# Enco availability



## cmacclel (May 16, 2008)

I just ordered a bunch of stuff!

STP58 - Save 20% on your order of $50 or more.

www.use-enco.com

Mac


----------



## Mirage_Man (May 16, 2008)

*Re: Enco 20% Off*



cmacclel said:


> I just ordered a bunch of stuff!
> 
> STP58 - Save 20% on your order of $50 or more.
> 
> ...



Thanks Mac! I need to order a few things myself.

BTW did you ever order that 6-jaw?


----------



## cmacclel (May 16, 2008)

*Re: Enco 20% Off*



Mirage_Man said:


> Thanks Mac! I need to order a few things myself.
> 
> BTW did you ever order that 6-jaw?


 

No I never ordered that chuck though I would like to. My 3 Jaw is working fine for now. 

I just ordered another Wizard 411 DRO for my new Mill that I picked up dirt cheap from my work. It's a MSC version of the Rong-Fu RF-31. It was like new with the cosmolene still intact. I paid $400 for the mill with a vise, stand and some tooling. The DRO P/N RW319-9708 was normally $1211 and with there current sale plus the 20% off coupon brought it under $700!

To bad the DRO I purchased for my lathe still sits on the floor of my shop awaiting the Grizzly replacement lathe scheduled for delivery in June!

Mac


----------



## Mirage_Man (May 16, 2008)

*Re: Enco 20% Off*



cmacclel said:


> No I never ordered that chuck though I would like to.
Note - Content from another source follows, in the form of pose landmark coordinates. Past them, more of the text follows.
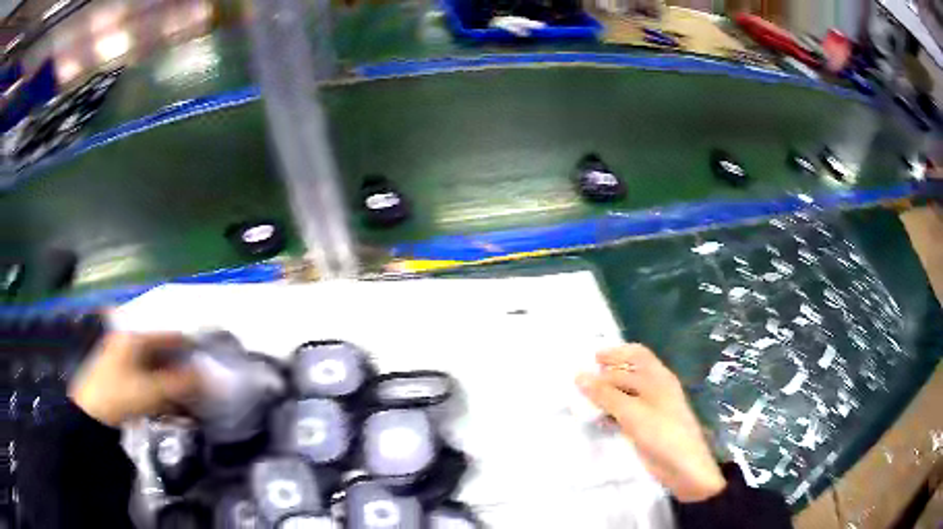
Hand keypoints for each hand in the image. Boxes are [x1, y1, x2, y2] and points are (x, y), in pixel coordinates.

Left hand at [69, 332, 201, 426]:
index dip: (190, 346)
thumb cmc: (120, 395)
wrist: (91, 415)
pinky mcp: (121, 375)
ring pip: (156, 366)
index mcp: (135, 337)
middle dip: (182, 366)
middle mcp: (130, 341)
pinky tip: (172, 404)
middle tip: (201, 383)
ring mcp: (124, 358)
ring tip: (190, 397)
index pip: (170, 335)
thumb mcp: (152, 390)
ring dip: (173, 380)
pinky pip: (148, 378)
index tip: (209, 361)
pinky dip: (161, 388)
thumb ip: (180, 383)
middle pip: (163, 350)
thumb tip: (207, 376)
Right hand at [576, 344, 725, 502]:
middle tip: (579, 383)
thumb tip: (578, 375)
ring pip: (625, 395)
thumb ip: (605, 394)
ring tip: (583, 401)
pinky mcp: (646, 427)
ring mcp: (652, 409)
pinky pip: (625, 414)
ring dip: (606, 396)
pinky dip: (611, 413)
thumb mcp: (632, 412)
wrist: (683, 467)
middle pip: (629, 374)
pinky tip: (598, 420)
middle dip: (606, 375)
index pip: (637, 354)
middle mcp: (656, 389)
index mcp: (658, 377)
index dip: (616, 353)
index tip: (591, 359)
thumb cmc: (661, 432)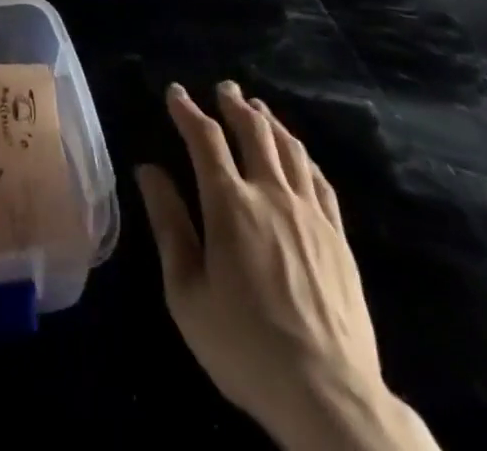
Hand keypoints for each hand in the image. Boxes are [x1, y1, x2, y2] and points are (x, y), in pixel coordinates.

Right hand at [137, 83, 431, 449]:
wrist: (330, 397)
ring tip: (257, 107)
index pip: (204, 139)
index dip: (187, 110)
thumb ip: (168, 224)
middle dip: (233, 104)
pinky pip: (319, 179)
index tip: (175, 92)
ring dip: (269, 121)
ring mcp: (310, 214)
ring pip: (289, 148)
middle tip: (223, 88)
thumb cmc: (245, 348)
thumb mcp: (187, 293)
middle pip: (252, 131)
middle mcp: (271, 194)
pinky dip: (302, 155)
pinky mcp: (338, 237)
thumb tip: (148, 170)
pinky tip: (297, 153)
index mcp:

My 3 Jaw is working fine for now.
> 
> I just ordered another Wizard 411 DRO for my new Mill that I picked up dirt cheap from my work. It's a MSC version of the Rong-Fu RF-31. It was like new with the cosmolene still intact. I paid $400 for the mill with a vise, stand and some tooling. The DRO P/N RW319-9708 was normally $1211 and with there current sale plus the 20% off coupon brought it under $700!
> 
> ...



Great snag on that mill! I hope I can find a deal close to that on one when the time comes.

For some reason I thought your lathe had already been replaced?


----------



## cmacclel (May 16, 2008)

*Re: Enco 20% Off*

They sent a new lathe a couple months ago. I took the day off of work to take delivery but the way they loaded it at the terminal (headstock up against the back of the truck) made it impossible to move with a pallet jack. They said they would re-load the lathe and deliver it the next day. 

The next day I left work early to again take delivery of the lathe and the trucking company never showed! The called and apologized saying the put the lathe in their big truck and it would not fit down my street and they would re-deliver the next day.

The next day comes I again leave work early to take delivery and there comes the truck...backs in my driveway and the driver states the reason why it didn't get delivered yesterday was it fell over in the truck!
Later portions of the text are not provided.